Your instructions —
Going through the lines below, tally those that include "roads", and give only the number.

Saved data entries:
※
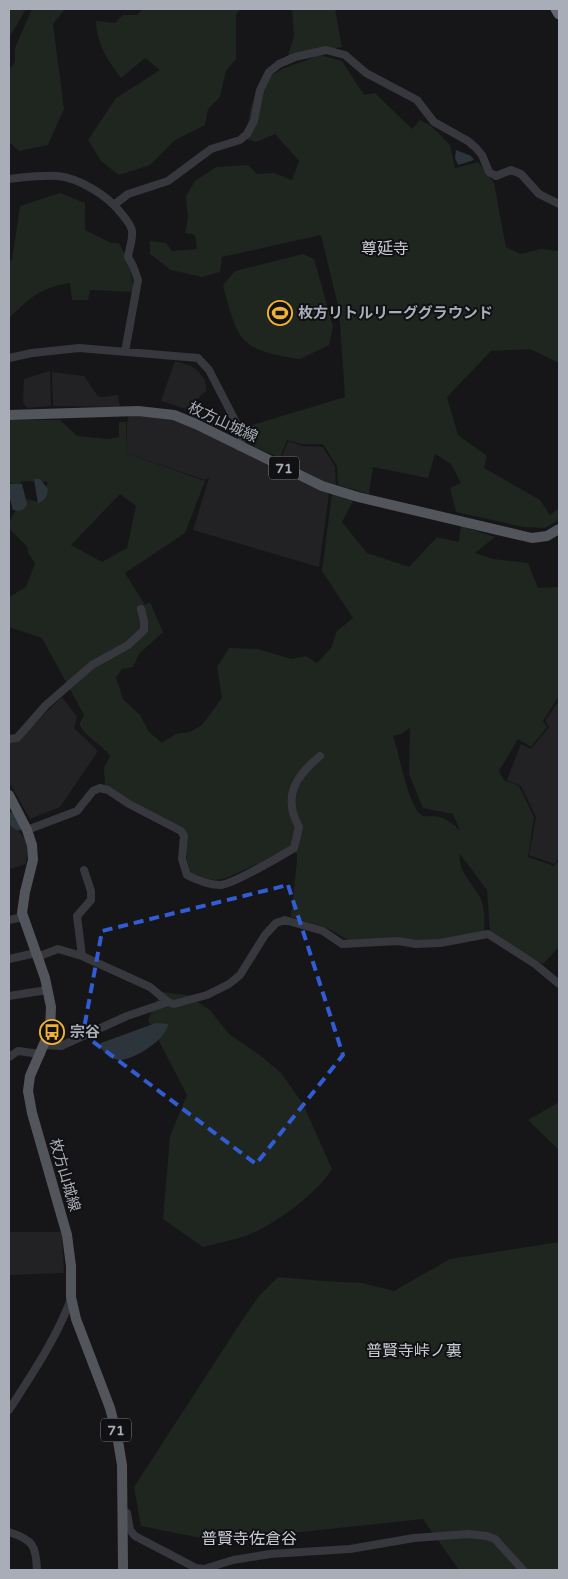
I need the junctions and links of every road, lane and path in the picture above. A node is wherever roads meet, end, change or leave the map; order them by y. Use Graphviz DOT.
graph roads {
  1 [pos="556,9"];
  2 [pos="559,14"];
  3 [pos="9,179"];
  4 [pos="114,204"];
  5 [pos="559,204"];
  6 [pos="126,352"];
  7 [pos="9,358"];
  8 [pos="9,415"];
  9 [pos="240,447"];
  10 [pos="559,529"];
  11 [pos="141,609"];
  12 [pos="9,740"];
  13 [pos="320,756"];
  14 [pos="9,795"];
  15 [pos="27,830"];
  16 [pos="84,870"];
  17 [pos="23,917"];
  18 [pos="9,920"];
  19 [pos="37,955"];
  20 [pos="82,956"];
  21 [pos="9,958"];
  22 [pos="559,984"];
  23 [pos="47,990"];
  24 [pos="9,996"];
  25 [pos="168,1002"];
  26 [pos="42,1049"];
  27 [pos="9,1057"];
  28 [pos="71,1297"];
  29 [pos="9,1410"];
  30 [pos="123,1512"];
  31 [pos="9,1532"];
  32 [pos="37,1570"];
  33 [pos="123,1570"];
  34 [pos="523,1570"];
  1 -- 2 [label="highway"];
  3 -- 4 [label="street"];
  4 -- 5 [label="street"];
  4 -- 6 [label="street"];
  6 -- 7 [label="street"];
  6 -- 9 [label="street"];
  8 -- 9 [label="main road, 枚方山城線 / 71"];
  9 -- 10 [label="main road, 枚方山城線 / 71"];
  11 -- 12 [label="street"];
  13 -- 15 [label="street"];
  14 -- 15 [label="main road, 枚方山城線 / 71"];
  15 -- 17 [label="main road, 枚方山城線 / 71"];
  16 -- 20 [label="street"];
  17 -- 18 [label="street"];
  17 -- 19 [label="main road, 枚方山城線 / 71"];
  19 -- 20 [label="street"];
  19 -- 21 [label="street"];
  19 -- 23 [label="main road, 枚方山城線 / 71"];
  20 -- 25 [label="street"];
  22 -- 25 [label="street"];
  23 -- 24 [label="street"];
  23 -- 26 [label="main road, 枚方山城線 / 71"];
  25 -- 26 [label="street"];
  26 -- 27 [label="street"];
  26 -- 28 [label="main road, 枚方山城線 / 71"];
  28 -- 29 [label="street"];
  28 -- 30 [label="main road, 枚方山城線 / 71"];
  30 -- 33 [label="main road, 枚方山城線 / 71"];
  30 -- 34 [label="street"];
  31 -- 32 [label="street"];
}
※
Solution for this problem —
2